September 19, 2019

Creating advanced Artificial Intelligence with mindmaps

Most beginners in robotics are starting with the line following example. The idea is, that the robot has to move on the blackline. He has to steer, that the robot will never lost contact. Realizing such an algorithm is possible in under 10 lines of code, and after a bit of programming the robot is doing the wished behavior.

After the first robotics project has came to a success the often asked question is how to scale up the project into more complicated domains. The most demanding task which is available is an AI engine for a real time strategy game. This sort of game is hard for human players and for AI controllers as well. Sometimes the newbies are expecting that this kind of domain asks for a complete new sort of technology, but it's enough to combine mainstream AI techniques.
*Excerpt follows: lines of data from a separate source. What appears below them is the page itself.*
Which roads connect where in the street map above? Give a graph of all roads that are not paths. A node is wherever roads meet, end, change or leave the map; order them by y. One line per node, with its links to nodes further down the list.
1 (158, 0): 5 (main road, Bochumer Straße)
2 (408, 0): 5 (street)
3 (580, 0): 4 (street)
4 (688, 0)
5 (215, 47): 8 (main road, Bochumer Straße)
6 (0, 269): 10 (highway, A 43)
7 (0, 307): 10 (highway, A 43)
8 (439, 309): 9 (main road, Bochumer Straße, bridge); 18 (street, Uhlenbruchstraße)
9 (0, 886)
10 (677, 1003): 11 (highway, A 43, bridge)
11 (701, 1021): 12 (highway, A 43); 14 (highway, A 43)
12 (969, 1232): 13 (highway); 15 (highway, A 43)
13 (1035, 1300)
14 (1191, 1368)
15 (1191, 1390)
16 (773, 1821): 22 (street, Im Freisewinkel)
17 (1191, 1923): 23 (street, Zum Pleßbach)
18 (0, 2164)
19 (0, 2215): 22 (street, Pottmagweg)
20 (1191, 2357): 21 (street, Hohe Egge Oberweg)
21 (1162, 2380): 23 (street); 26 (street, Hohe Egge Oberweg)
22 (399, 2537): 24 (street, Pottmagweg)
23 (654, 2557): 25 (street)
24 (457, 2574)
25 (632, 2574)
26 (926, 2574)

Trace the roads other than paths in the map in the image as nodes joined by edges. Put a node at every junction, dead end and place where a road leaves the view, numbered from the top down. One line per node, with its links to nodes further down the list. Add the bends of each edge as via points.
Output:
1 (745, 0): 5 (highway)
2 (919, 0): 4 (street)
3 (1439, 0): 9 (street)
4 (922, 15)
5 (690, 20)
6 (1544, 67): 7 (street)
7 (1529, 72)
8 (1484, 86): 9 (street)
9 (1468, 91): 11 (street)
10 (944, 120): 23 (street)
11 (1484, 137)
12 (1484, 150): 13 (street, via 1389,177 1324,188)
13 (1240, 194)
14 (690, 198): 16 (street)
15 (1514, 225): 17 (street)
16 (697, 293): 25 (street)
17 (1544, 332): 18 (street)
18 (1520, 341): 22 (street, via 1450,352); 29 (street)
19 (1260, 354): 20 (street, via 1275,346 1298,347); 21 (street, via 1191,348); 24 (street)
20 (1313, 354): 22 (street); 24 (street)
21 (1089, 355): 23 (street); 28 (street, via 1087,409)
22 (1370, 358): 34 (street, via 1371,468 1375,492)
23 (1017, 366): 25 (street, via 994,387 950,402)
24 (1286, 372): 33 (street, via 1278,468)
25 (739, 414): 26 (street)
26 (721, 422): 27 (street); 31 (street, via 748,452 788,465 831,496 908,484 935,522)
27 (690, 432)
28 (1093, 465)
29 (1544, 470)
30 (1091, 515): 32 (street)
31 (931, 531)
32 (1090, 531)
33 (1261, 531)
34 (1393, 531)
The project starts with a mindmap in which submodules are given. An RTS AI player contains of a strategy manager, a production module, an exploration manager, and house building submodule. It's not a monolotic AI which handles all the tasks, but the AI is split into sub-AI which are working together on the blackboard. This allows to focus the attention only on a specific problem, for example which building should be created next. All the other problems in the RTS game can be ignored by the building manager.

The most surprising effect is, if many of these modules gets implemented and the AI can use all of them together. The result is not a random behavior, but it will result into a human like AI who knows exactly how to play the game efficient. The problem solving technique of using a mindmap for define submodules can be utilized for other robotics projects as well. For example if the aim is to build a drone which can fly but also land and grasp objects, the overall system can be realized by different managers who are communicating on a blackboard. From a programming perspective a blackboard is a normal class which contains of other classes. It's the same principle used in normal computer programming if the program contains of lots of subclasses who are ordered hierarchically.

Input and output of a module

Let's take a look at one of the mentioned modules. The production module has to decide which kind of unit is produced next. It's only allowed to use the existing production facilities but not to build new one. The question which has to be answered is: what should the base produce next? To make the decision process more reliable some additional information are given, for example, which units were produced in the past, how much credits are available and which of the units has a better performance to cost ratio. As a result, the module decides, what the next produced item will be.

The most interesting features of using submodules is, that the amount of information is reduced. Not the complete game state is feed into the module, but only a limited amount of information. This allows to develop and test the module by it's own. In classical software engineering this is called encapsulation and is a powerful tool for creating complex applications.

The disadvantages in creating all the modules is, that it takes a lot of programming effort. In contrast to the example with the line following robot from the introduction the resulting AI application will need hundred of codelines, distributed over many files.